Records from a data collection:

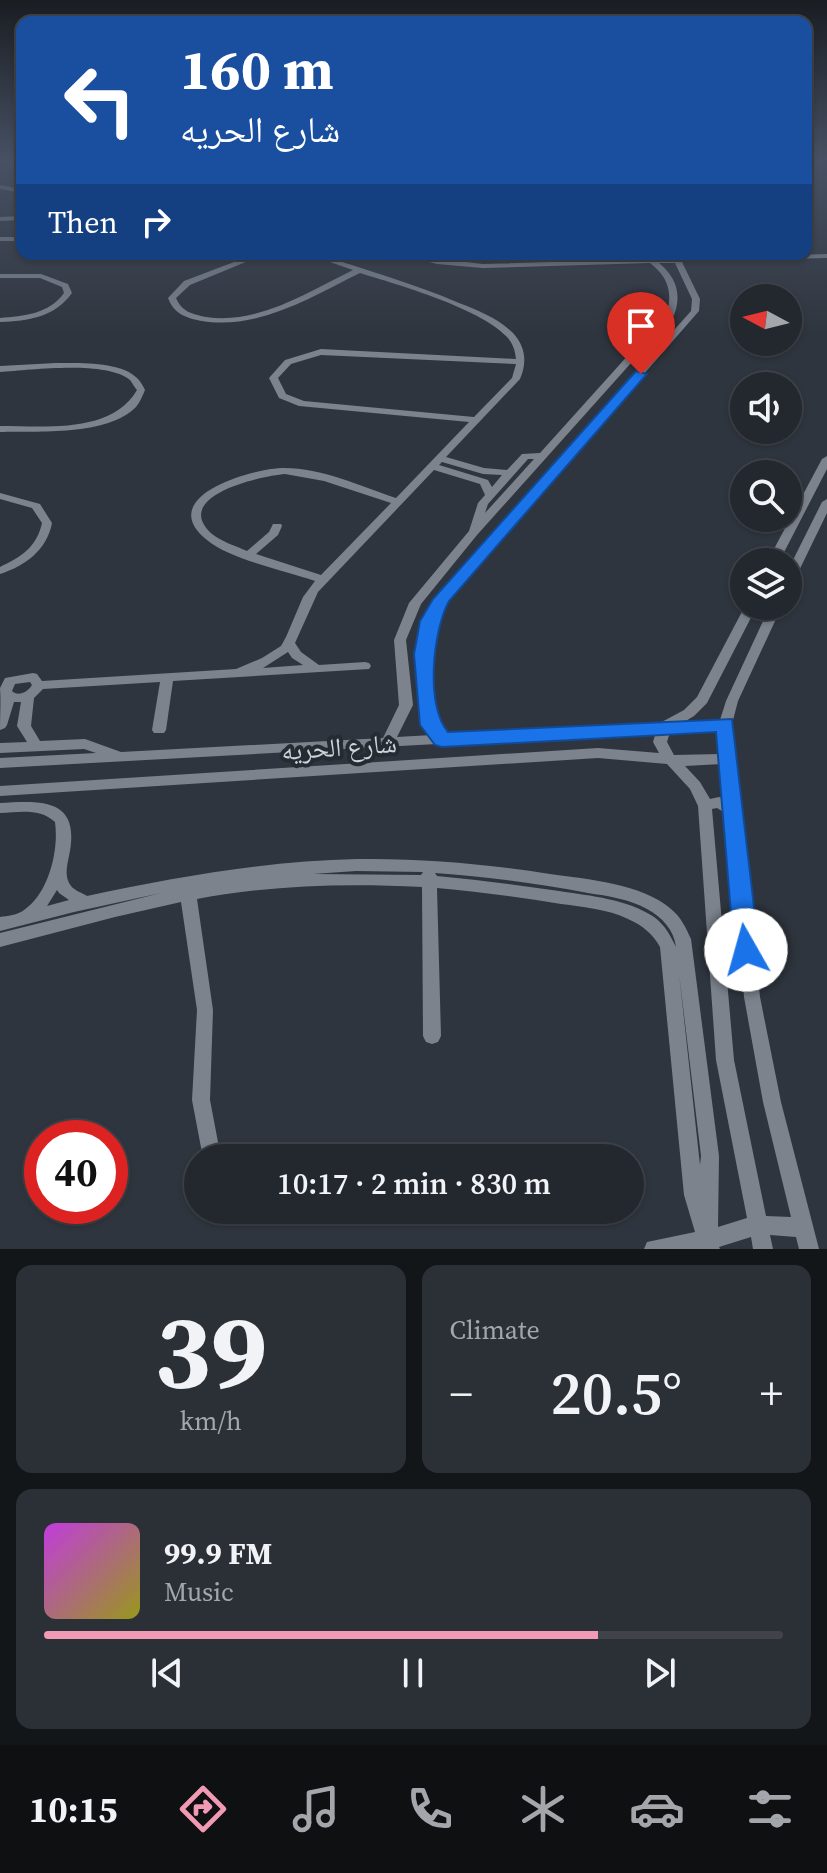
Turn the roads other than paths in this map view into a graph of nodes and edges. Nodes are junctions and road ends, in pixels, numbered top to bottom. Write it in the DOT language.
graph roads {
  1 [pos="246,260"];
  2 [pos="330,260"];
  3 [pos="441,260"];
  4 [pos="554,260"];
  5 [pos="657,260"];
  6 [pos="677,260"];
  7 [pos="358,271"];
  8 [pos="0,276"];
  9 [pos="669,278"];
  10 [pos="684,278"];
  11 [pos="0,320"];
  12 [pos="521,362"];
  13 [pos="0,369"];
  14 [pos="580,415"];
  15 [pos="476,420"];
  16 [pos="599,420"];
  17 [pos="0,429"];
  18 [pos="544,456"];
  19 [pos="827,459"];
  20 [pos="436,462"];
  21 [pos="511,473"];
  22 [pos="480,475"];
  23 [pos="490,495"];
  24 [pos="0,496"];
  25 [pos="398,502"];
  26 [pos="827,502"];
  27 [pos="277,526"];
  28 [pos="473,533"];
  29 [pos="780,548"];
  30 [pos="802,553"];
  31 [pos="250,554"];
  32 [pos="0,571"];
  33 [pos="323,580"];
  34 [pos="426,590"];
  35 [pos="448,592"];
  36 [pos="744,620"];
  37 [pos="770,620"];
  38 [pos="289,643"];
  39 [pos="365,666"];
  40 [pos="316,669"];
  41 [pos="239,673"];
  42 [pos="167,677"];
  43 [pos="39,685"];
  44 [pos="5,688"];
  45 [pos="28,696"];
  46 [pos="725,724"];
  47 [pos="0,726"];
  48 [pos="24,726"];
  49 [pos="665,726"];
  50 [pos="159,730"];
  51 [pos="592,731"];
  52 [pos="442,739"];
  53 [pos="388,742"];
  54 [pos="36,746"];
  55 [pos="0,748"];
  56 [pos="598,753"];
  57 [pos="178,754"];
  58 [pos="118,757"];
  59 [pos="671,759"];
  60 [pos="728,759"];
  61 [pos="0,763"];
  62 [pos="173,782"];
  63 [pos="0,791"];
  64 [pos="705,806"];
  65 [pos="0,808"];
  66 [pos="732,810"];
  67 [pos="58,869"];
  68 [pos="428,873"];
  69 [pos="187,887"];
  70 [pos="83,902"];
  71 [pos="28,917"];
  72 [pos="0,924"];
  73 [pos="0,940"];
  74 [pos="432,1036"];
  75 [pos="209,1144"];
  76 [pos="757,1225"];
  77 [pos="803,1227"];
  78 [pos="709,1245"];
  79 [pos="654,1249"];
  80 [pos="763,1249"];
  81 [pos="809,1249"];
  1 -- 7 [label="street"];
  2 -- 7 [label="street"];
  3 -- 4 [label="street"];
  5 -- 9 [label="street"];
  6 -- 10 [label="street"];
  7 -- 12 [label="street"];
  8 -- 11 [label="street"];
  9 -- 10 [label="street"];
  9 -- 14 [label="street"];
  10 -- 16 [label="street"];
  12 -- 15 [label="street"];
  12 -- 15 [label="street"];
  13 -- 17 [label="street"];
  14 -- 16 [label="street"];
  14 -- 18 [label="street"];
  15 -- 20 [label="street"];
  16 -- 35 [label="street"];
  18 -- 21 [label="street"];
  18 -- 28 [label="street"];
  19 -- 29 [label="street"];
  20 -- 22 [label="street"];
  20 -- 25 [label="street"];
  21 -- 22 [label="street"];
  21 -- 23 [label="street"];
  22 -- 23 [label="street"];
  23 -- 28 [label="street"];
  24 -- 32 [label="street"];
  25 -- 31 [label="street"];
  25 -- 33 [label="street"];
  26 -- 30 [label="street"];
  27 -- 31 [label="street"];
  28 -- 34 [label="street"];
  31 -- 33 [label="street"];
  33 -- 38 [label="street"];
  34 -- 35 [label="street"];
  34 -- 53 [label="street"];
  35 -- 52 [label="street"];
  36 -- 49 [label="street"];
  37 -- 46 [label="street"];
  38 -- 40 [label="street"];
  38 -- 41 [label="street"];
  39 -- 40 [label="street"];
  40 -- 41 [label="street"];
  41 -- 42 [label="street"];
  42 -- 43 [label="street"];
  42 -- 50 [label="street"];
  43 -- 44 [label="street"];
  43 -- 45 [label="street"];
  44 -- 45 [label="street"];
  44 -- 47 [label="street"];
  45 -- 48 [label="street"];
  46 -- 49 [label="street, شارع الحريه"];
  46 -- 60 [label="street"];
  47 -- 48 [label="street"];
  48 -- 54 [label="street"];
  49 -- 51 [label="street, شارع الحريه"];
  49 -- 59 [label="street"];
  51 -- 52 [label="street, شارع الحريه"];
  51 -- 56 [label="street"];
  52 -- 53 [label="street, شارع الحريه"];
  53 -- 57 [label="street, شارع الحريه"];
  54 -- 55 [label="street"];
  54 -- 58 [label="street"];
  56 -- 59 [label="street, شارع الحريه"];
  56 -- 62 [label="street, شارع الحريه"];
  57 -- 58 [label="street, شارع الحريه"];
  57 -- 62 [label="street"];
  58 -- 61 [label="street, شارع الحريه"];
  59 -- 60 [label="street, شارع الحريه"];
  59 -- 64 [label="street"];
  60 -- 66 [label="street"];
  62 -- 63 [label="street, شارع الحريه"];
  64 -- 66 [label="street"];
  64 -- 76 [label="street"];
  65 -- 67 [label="street"];
  66 -- 77 [label="street"];
  67 -- 70 [label="street"];
  67 -- 71 [label="street"];
  68 -- 69 [label="street"];
  68 -- 74 [label="street"];
  68 -- 78 [label="street"];
  69 -- 70 [label="street"];
  69 -- 73 [label="street"];
  69 -- 75 [label="street"];
  70 -- 71 [label="street"];
  71 -- 72 [label="street"];
  76 -- 77 [label="street"];
  76 -- 78 [label="street"];
  76 -- 80 [label="street"];
  77 -- 81 [label="street"];
  78 -- 79 [label="street"];
}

--- Problem ---
Wherever a line of the data above contains "الحريه", copy that line.

--- Answer to this task ---
  46 -- 49 [label="street, شارع الحريه"];
  49 -- 51 [label="street, شارع الحريه"];
  51 -- 52 [label="street, شارع الحريه"];
  52 -- 53 [label="street, شارع الحريه"];
  53 -- 57 [label="street, شارع الحريه"];
  56 -- 59 [label="street, شارع الحريه"];
  56 -- 62 [label="street, شارع الحريه"];
  57 -- 58 [label="street, شارع الحريه"];
  58 -- 61 [label="street, شارع الحريه"];
  59 -- 60 [label="street, شارع الحريه"];
  62 -- 63 [label="street, شارع الحريه"];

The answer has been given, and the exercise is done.